Очевидно, что ответ на сформулированный выше вопрос зависит от того, каким образом интерпретируется изменчивый естественный язык. Если некто, например, Котарбинский решится употреблять слово “есть” только в одном значении, то вследствие этого он будет принимать только одну онтологическую категорию, или, говоря точнее, одно наиболее общее имя (наряду с возможными его синонимами)

* * *

Реизм Котарбинского удается сформулировать при помощи термина “наиболее общее имя” следующим образом: «каждое наиболее общее имя имеет тот же объем, что и имя “вещь”». Для однозначности этой формулировки обязательно следует добавить, в каком языке это имеет место. Если сказать, что это имеет место в каждом языке, допустимом как возможное уточнение естественного языка, то это утверждение будет, как кажется, ложным. Если же сказать, что это имеет место в языке Котарбинского, то содержащееся в этом тезисе утверждение, что не существует двух наиболее общих имен, которые не были бы равнообъемны, будет для этого языка верным.
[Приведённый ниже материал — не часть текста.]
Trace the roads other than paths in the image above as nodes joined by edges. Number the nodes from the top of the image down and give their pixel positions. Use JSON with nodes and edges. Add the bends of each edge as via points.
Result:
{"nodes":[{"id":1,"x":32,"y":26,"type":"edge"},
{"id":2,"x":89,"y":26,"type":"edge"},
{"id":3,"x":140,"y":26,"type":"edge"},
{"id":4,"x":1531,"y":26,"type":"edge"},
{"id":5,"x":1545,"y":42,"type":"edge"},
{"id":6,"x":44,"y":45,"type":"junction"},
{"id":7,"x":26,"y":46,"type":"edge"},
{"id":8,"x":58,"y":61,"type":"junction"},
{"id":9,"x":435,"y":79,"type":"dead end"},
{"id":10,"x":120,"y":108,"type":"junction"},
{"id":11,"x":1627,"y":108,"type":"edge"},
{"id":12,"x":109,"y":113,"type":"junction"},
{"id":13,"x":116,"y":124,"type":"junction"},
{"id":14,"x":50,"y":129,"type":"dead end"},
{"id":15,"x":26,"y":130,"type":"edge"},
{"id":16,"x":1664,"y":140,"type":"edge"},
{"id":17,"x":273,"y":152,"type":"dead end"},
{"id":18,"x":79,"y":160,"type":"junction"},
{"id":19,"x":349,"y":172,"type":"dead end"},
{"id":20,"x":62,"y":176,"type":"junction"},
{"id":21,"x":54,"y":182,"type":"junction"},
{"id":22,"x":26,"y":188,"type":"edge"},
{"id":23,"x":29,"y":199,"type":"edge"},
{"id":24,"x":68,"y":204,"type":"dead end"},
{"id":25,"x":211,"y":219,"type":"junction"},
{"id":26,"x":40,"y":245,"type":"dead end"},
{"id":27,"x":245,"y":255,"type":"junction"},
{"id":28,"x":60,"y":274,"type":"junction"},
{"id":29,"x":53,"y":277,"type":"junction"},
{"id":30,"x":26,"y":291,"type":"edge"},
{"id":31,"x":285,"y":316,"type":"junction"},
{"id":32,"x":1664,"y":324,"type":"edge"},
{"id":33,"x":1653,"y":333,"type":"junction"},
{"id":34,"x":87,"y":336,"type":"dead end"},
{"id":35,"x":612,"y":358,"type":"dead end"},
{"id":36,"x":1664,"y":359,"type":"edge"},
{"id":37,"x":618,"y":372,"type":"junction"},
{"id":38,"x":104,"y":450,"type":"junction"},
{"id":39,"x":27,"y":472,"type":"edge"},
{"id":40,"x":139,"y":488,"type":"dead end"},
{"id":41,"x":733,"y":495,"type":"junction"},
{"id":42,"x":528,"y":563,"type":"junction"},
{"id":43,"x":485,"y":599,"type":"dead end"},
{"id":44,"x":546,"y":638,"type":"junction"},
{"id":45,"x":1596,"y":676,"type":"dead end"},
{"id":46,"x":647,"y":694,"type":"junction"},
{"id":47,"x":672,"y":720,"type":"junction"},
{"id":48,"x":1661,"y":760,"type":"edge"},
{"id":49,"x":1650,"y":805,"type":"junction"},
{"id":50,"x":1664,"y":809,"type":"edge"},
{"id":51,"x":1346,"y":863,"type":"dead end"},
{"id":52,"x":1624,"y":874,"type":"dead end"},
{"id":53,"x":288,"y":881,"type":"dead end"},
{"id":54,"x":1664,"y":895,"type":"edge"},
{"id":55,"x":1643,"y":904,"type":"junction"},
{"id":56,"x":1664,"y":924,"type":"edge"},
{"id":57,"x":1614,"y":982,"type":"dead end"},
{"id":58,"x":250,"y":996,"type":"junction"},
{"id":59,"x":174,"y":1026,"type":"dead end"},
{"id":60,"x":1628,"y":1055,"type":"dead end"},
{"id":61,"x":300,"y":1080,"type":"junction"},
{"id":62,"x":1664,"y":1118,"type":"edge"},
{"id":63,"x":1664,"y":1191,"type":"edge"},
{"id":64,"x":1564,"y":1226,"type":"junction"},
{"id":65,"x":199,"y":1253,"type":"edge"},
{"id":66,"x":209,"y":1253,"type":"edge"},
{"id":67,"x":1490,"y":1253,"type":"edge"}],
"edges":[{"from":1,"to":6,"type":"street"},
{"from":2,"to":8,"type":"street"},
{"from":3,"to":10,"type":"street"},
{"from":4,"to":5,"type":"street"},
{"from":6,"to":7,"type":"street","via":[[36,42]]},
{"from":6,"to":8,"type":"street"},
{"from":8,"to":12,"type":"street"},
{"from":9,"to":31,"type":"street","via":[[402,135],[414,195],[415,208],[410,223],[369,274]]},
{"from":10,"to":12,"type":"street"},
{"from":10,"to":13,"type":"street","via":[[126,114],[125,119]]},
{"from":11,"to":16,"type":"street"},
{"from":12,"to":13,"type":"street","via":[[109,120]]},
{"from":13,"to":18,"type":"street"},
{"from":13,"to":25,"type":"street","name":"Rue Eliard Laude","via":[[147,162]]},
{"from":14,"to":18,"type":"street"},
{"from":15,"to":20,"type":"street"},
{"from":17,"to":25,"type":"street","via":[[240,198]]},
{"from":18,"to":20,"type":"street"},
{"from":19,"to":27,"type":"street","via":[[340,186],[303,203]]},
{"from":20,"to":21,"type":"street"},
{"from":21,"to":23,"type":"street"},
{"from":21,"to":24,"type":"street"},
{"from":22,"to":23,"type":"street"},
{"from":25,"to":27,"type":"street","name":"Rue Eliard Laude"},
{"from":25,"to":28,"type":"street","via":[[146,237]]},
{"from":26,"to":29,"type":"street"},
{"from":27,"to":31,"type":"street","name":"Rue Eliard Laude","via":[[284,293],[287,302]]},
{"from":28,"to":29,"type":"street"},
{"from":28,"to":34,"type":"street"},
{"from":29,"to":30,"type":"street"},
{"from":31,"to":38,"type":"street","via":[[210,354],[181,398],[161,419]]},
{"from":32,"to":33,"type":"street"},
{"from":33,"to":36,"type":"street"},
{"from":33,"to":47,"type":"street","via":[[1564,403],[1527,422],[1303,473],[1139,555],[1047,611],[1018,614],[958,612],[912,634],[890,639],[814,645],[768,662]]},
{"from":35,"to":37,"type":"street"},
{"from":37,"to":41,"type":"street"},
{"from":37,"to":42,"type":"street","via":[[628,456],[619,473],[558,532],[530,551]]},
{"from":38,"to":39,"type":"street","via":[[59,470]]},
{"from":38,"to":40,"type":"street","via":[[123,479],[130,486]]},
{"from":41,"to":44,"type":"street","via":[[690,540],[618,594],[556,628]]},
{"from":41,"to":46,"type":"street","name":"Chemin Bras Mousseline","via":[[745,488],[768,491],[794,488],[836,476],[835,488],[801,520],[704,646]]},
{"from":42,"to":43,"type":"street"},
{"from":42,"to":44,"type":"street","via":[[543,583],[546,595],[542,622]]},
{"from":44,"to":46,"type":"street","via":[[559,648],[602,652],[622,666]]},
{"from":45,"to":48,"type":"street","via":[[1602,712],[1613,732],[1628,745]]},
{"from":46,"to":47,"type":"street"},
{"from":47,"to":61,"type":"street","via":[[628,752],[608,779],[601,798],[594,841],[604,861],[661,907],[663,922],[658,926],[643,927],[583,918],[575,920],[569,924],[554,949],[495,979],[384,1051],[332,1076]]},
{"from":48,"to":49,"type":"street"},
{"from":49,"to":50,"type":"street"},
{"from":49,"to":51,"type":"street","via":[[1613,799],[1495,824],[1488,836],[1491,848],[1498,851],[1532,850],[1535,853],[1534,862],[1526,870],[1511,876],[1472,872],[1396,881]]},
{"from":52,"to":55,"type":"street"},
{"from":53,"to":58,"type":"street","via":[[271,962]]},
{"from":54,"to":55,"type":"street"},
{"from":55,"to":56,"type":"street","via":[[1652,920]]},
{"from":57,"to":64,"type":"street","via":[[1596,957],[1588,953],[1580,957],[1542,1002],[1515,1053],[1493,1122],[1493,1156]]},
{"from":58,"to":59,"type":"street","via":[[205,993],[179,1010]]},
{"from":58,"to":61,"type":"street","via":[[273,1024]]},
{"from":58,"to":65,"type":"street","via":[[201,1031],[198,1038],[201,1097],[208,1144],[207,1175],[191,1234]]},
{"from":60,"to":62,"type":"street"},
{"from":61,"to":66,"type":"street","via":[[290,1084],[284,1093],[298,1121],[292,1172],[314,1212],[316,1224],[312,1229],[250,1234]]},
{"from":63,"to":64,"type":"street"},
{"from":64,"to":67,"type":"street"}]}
Отдельного рассмотрения требует утверждение, что это единственное наиболее общее имя является в языке Котарбинского равнообъемным с именем “вещь”. Это утверждение эквивалентно тому, что в языке Котарбинского значимо предложение “каждая и только вещь есть предмет”. Мы говорим, что в некотором языке какое-либо предложение значимо, если в этом языке действительны такие правила, касающиеся принятия предложений, что если кто-то, кто широко их использовал и неутомимо, а также последовательно в соответствии с ними поступал, а кроме этого в случае необходимости располагал достаточным опытным материалом, тот должен был бы принять это предложение. Следовательно, в языке Котарбинского предложение “каждая вещь есть предмет” несомненно значимо. Однако значимо ли в нем также предложение “каждый предмет есть вещь”? В языке Котарбинского обязательны правила онтологии Лесьневского, транспонированные в естественный язык, а кроме того, правила естественного языка. Таким образом, как одни, так и другие нам кажутся недостаточными для решительного ответа на вопрос: “каждый ли предмет есть вещь?”. Нам кажется, что единственным путем, ведущим к решению этого вопроса, является еще большее обогащение правил естественного языка. Это обогащение могло бы сделать обсуждаемый вопрос разрешимым либо a priori, либо эмпирическим путем. Во всяком случае обогащение правил, касающихся принятия предложений, связано с уточнением смысла предложений. Поэтому решение вопроса: “каждый ли предмет есть вещь?” опять же является делом того или иного уточнения значений выражений естественного языка.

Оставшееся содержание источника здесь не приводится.